5 ELR 10193 | Environmental Law Reporter | copyright © 1975 | All rights reserved
Circuits Split on Whelther EPA May Require a State to Adopt and Enforce Clean Air Act Transportation Controls
[5 ELR 10193]
Introduction
Two U.S. Courts of Appeals have recently ruled1 that § 113 of the Clean Air Act2 does not give the Environmental Protection Agency authority to require states, under pain of civil sanctions and penalties, to adopt or enforce particular transportation control measures as part of their implementation plans. The two decisions, which expressly reject a 1974 Third Circuit ruling that EPA does have such power under the Commerce Clause3 and § 113, have dealt a blow to the beleaguered agency's ability to lead and administer effectively the national air pollution control program.
The magnitude of the task of controlling air pollution from auto emissions in certain metropolitan areas was underestimated by EPA in its initial attempts to implement the Clean Air Act.
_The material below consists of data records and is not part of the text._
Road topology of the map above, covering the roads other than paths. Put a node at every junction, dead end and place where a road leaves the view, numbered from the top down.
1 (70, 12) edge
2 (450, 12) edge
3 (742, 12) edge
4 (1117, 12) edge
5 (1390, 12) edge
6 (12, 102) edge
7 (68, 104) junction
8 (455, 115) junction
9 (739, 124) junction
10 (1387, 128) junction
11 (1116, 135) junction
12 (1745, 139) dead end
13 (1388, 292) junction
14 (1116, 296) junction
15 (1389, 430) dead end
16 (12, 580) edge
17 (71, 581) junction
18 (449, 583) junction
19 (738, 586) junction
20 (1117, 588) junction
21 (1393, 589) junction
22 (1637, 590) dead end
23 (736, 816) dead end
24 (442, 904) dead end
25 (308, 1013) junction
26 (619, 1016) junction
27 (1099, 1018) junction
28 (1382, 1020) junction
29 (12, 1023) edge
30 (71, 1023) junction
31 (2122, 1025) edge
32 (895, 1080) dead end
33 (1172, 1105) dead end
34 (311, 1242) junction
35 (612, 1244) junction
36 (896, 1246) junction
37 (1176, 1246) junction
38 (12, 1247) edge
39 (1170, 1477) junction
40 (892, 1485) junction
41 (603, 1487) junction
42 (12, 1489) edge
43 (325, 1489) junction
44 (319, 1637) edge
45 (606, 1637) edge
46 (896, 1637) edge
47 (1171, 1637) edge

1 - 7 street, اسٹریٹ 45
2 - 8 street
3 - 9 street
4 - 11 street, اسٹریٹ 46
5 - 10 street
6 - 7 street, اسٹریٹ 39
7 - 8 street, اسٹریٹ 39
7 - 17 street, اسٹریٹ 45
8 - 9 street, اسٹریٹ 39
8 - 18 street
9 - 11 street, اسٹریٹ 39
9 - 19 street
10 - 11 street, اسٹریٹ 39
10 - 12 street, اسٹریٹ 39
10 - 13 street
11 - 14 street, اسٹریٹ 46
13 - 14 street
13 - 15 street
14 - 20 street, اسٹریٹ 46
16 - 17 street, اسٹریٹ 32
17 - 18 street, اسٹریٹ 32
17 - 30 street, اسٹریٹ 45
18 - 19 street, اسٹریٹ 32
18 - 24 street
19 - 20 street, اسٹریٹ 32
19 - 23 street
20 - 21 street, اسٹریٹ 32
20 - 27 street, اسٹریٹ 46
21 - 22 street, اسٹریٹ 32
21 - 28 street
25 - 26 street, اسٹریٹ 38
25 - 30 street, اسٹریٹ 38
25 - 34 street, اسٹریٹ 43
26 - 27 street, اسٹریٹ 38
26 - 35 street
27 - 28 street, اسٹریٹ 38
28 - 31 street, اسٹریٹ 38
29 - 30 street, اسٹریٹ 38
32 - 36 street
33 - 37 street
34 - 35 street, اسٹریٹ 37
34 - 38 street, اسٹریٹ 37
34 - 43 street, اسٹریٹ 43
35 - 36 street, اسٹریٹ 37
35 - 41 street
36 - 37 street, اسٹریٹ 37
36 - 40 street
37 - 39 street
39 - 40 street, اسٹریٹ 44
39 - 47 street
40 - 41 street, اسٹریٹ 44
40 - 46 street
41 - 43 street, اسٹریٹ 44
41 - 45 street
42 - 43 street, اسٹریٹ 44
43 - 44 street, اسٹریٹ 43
It soon became clear that in some cities, because of topographic features or the sheer numbers of automobiles, the legislatively-mandated 90 percent reduction in per vehicle emissions levels would not be enough by itself to assure achievement and [5 ELR 10194] maintenance of the health-related primary air quality standards established for certain pollutants. This was brought home to EPA by judicial rulings in City of Riverside v. Ruckelshaus4 and Natural Resources Defense Council, Inc. v. Environmental Protection Agency,5 which essentially ordered the Administrator to promulgate regulations, including restrictions on transportation if necessary, for the control of photochemical oxidants (a product of automobile exhausts and sunlight) and carbon monoxide, and to disapprove state implementation plans which did not provide for the timely attainment and maintenance of the national standards for these two pollutants.
Pursuant to these rulings, EPA disapproved portions of the implementation plans of most states, including California, Pennlsylvania and Maryland. To remedy the inadequacies in the disapproved plans, the agency then promulgated transportation control plans for each of these states, including such measures as state-operated vehicle inspection and maintenance programs, vehicle retrofit requirements, reductions in gasoline sales, parking surcharges, preconstruction review of new parking facilities, and establishment of bus lanes and bikeways.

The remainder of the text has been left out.